## TASK INPUT
--
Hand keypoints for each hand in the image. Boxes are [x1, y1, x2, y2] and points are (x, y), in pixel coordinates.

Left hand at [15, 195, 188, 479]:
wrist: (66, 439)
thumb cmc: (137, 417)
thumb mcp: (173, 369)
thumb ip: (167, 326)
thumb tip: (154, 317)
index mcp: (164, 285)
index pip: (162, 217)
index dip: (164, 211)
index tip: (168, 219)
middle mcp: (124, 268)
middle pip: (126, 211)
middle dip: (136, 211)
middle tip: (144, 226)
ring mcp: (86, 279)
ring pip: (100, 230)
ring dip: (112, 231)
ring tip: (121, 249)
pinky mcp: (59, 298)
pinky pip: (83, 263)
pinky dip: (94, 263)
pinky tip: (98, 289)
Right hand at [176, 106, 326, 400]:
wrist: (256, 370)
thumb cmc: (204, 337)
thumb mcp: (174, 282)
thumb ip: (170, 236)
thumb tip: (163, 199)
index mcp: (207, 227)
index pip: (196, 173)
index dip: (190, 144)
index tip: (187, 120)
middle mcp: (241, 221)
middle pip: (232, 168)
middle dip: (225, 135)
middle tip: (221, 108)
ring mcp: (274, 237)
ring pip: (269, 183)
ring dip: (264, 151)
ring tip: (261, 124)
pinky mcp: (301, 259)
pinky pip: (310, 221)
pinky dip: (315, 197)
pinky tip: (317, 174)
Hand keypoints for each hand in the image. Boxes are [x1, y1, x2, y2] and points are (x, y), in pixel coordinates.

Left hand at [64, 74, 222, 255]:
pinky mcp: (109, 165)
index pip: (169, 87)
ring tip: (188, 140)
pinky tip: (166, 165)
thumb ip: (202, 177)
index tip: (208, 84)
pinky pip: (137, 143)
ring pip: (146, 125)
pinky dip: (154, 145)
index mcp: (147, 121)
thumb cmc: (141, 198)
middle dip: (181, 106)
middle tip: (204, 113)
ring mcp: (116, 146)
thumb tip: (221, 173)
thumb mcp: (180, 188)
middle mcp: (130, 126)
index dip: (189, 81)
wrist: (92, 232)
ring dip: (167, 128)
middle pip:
--
## ACTIVITY
Reproduce every line above, keeping each word exactly as it appears.

## SOLUTION TO THIS PROBLEM
Hand keypoints for each hand in the image. Boxes are [x1, y1, x2, y2] and points are (x, y), in pixel coordinates.

Left hand at [15, 195, 188, 479]:
wrist: (66, 439)
thumb cmc: (137, 417)
thumb mcp: (173, 369)
thumb ip: (167, 326)
thumb tip: (154, 317)
index mcp: (164, 285)
index pip: (162, 217)
index dip: (164, 211)
index tip: (168, 219)
middle mcp: (124, 268)
middle pip: (126, 211)
middle dip: (136, 211)
middle tip: (144, 226)
ring mcp: (86, 279)
ring pip: (100, 230)
ring dip: (112, 231)
ring tip: (121, 249)
pinky mcp: (59, 298)
pinky pip: (83, 263)
pinky dip: (94, 263)
pinky tip: (98, 289)
Right hand at [176, 106, 326, 400]:
wrist: (256, 370)
thumb cmc: (204, 337)
thumb mcp: (174, 282)
thumb ip: (170, 236)
thumb tip: (163, 199)
index mcp: (207, 227)
index pip: (196, 173)
index dip: (190, 144)
index tip: (187, 120)
middle mcp: (241, 221)
middle pip: (232, 168)
middle dip: (225, 135)
middle tip: (221, 108)
ring mcp: (274, 237)
ring pip: (269, 183)
ring dip: (264, 151)
ring tip: (261, 124)
pinky mcp: (301, 259)
pinky pip: (310, 221)
pinky dip: (315, 197)
pinky tip: (317, 174)
Hand keypoints for each hand in the image. Boxes are [x1, y1, x2, y2] and points are (x, y), in pixel coordinates.

Left hand at [64, 74, 222, 255]:
pinky mcp: (109, 165)
index pip: (169, 87)
ring tip: (188, 140)
pinky tip: (166, 165)
thumb ip: (202, 177)
index tip: (208, 84)
pinky pip: (137, 143)
ring pip: (146, 125)
pinky dip: (154, 145)
index mcp: (147, 121)
thumb cmc: (141, 198)
middle dip: (181, 106)
middle tip: (204, 113)
ring mcp: (116, 146)
thumb tip: (221, 173)
thumb mcp: (180, 188)
middle mcp: (130, 126)
index dip: (189, 81)
wrist: (92, 232)
ring dip: (167, 128)
middle pip:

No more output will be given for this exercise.